Emile and his wife Juliete at this time










Mortima had by now totally outgrown their manufacturing facilities and by 1963 had constructed a new factory on a green field site at la Guron.


























With the advent of the new production facility, other than cases, which were produced by Ets Burdet at Damprichard, hands, which were outsourced to Mortima specifications, jewels and springs, all manufacturing was done in house.

From the mid 1950's Mortima had been known for its innovative and sometimes outrageous designs, but from the mid 1960's onwards the variety of watches produced grew hugely. The Superdatomatic for example had countless variations, from dress watch through to worldtime divers, there was also the Mayerling, and at least two other brands, Modia and Milca.










The post 1947 Mortimas were virtually all powered by variations of the C66 movement with 1,15, or 17 jewels.










The extra 2 jewels of the 17 jewel version served no real purpose other to allow Cattin to produce faces marked 17 jewel. I have also seen photos of a 21 jewel Superdatomatic with what seems to be a C66, what the additional 4 jewels were supposed to do I don't know!

In 1964 Cattin produced it's first ladies movement, the pin pallet C64, which enabled ladies watches to finally be produced.

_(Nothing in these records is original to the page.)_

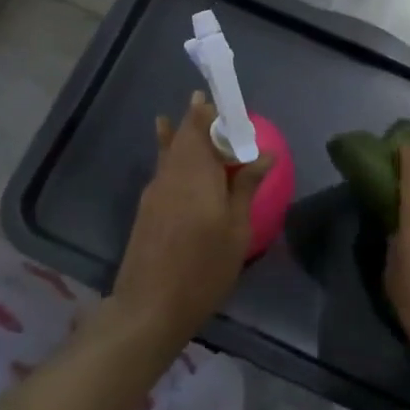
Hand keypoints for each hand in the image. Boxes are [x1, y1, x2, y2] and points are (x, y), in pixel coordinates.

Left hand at [112, 93, 272, 346]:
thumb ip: (245, 188)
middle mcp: (172, 173)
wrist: (149, 307)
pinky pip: (163, 167)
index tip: (227, 102)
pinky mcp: (147, 208)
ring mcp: (156, 190)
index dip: (214, 112)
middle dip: (197, 117)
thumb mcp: (236, 230)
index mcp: (197, 173)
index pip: (203, 128)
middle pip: (184, 135)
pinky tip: (171, 151)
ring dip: (181, 132)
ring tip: (186, 112)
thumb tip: (262, 155)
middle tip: (209, 103)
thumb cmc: (203, 269)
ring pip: (170, 150)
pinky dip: (170, 152)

Cattin died in 1979 and without him Mortima, like most of the French and Swiss makers failed totally to deal with the quartz revolution, producing only one more modern movement, the C81 ladies quartz, and was struggling by the end of the 1980's and was finally sold to Kiplé in 1990. At the same time Kiplé took over LIP, and the huge problems at LIP eventually bankrupted Kiplé.

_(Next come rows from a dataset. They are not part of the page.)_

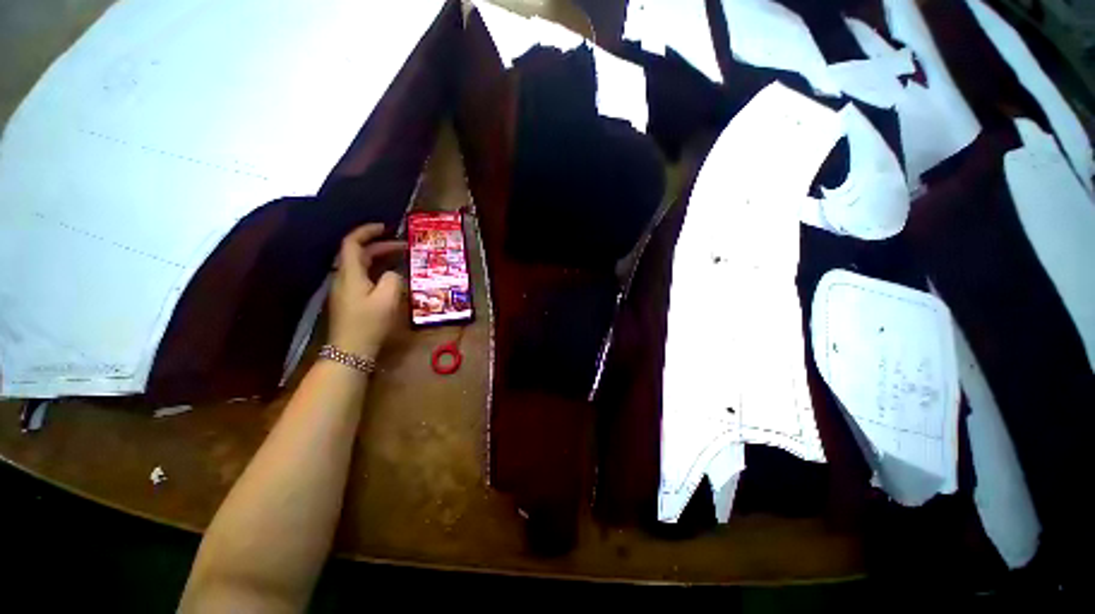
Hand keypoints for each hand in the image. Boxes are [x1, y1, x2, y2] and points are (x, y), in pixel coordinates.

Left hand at [328, 224, 405, 358]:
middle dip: (380, 246)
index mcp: (350, 273)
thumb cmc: (369, 322)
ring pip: (361, 265)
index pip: (352, 243)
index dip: (367, 231)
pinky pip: (363, 276)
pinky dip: (377, 270)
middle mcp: (344, 277)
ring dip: (380, 258)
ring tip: (401, 258)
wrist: (351, 350)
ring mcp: (345, 289)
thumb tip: (394, 273)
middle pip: (358, 253)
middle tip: (404, 246)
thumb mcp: (388, 298)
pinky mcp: (350, 299)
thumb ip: (394, 279)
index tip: (385, 227)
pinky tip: (392, 276)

Cattin is still highly regarded in Morteau, to the extent that he has an important road in the town named after him, alongside such notables as General De Gaulle, Albert Camus and Louis Pasteur.

If anyone has any more to add I'd be pleased to read it as I'm really short of information about the pre WWII production.

Thanks for reading if you got this far


----------



## Sparcster

Thanks for spending the time to do this very interesting and informative thread!

Good work John,

Marc


----------



## Marrick

Sparcster said:


> Thanks for spending the time to do this very interesting and informative thread!
> 
> Good work John,
> 
> Marc


+1. That really is nice to have in the forum. Great work!


----------



## Mirius

I foresee the need for a something more consolidated soon as you are fast becoming *the* resource for French watches and the information is starting to get scattered across the forum!

:-!


----------



## bjohnson

A ladies art deco watch that I have.

Movement is a 17J AS340 marked Cattin Aubrey


----------



## howards4th

Great write up John, Not just the write up but the time you spent really makes me feel welcome. It's things like this that really make watch collecting GREAT! I really do appreciate it. Sorry to get all sappy on you guys but it's true. :-!


----------



## Sparcster

howards4th said:


> Sorry to get all sappy on you guys but it's true. :-!


I think someone needs a hug!


----------



## mike184

Thanx for that interesting post! I love it to get informations about the history of the persons and company behind the watches.


----------



## john87300

bjohnson said:


> A ladies art deco watch that I have.
> 
> Movement is a 17J AS340 marked Cattin Aubrey


Is this one from Cattin & Cie/Catorex in Switzerland?


----------



## howards4th

Sparcster said:


> I think someone needs a hug!


Bring it in Marc, you know you want to! ;-)


----------



## Sparcster

howards4th said:


> Bring it in Marc, you know you want to! ;-)


You're such a tease....

There is only an Ocean and 4500 miles between us....


----------



## sempervivens

wonderful research


----------



## Eeeb

We'll move this thread into the Links and Articles section once it calms down.... someone remind me (or another moderator) if I forget.

Very nice bit of research.


----------



## char

Great info for this watch maker. I have these...









the smaller sub says 17j on the dial, but the movement is a 21j. both keep good time and get some healthy wrist time.


----------



## john87300

char said:


> Great info for this watch maker. I have these...
> 
> View attachment 731023
> 
> 
> the smaller sub says 17j on the dial, but the movement is a 21j. both keep good time and get some healthy wrist time.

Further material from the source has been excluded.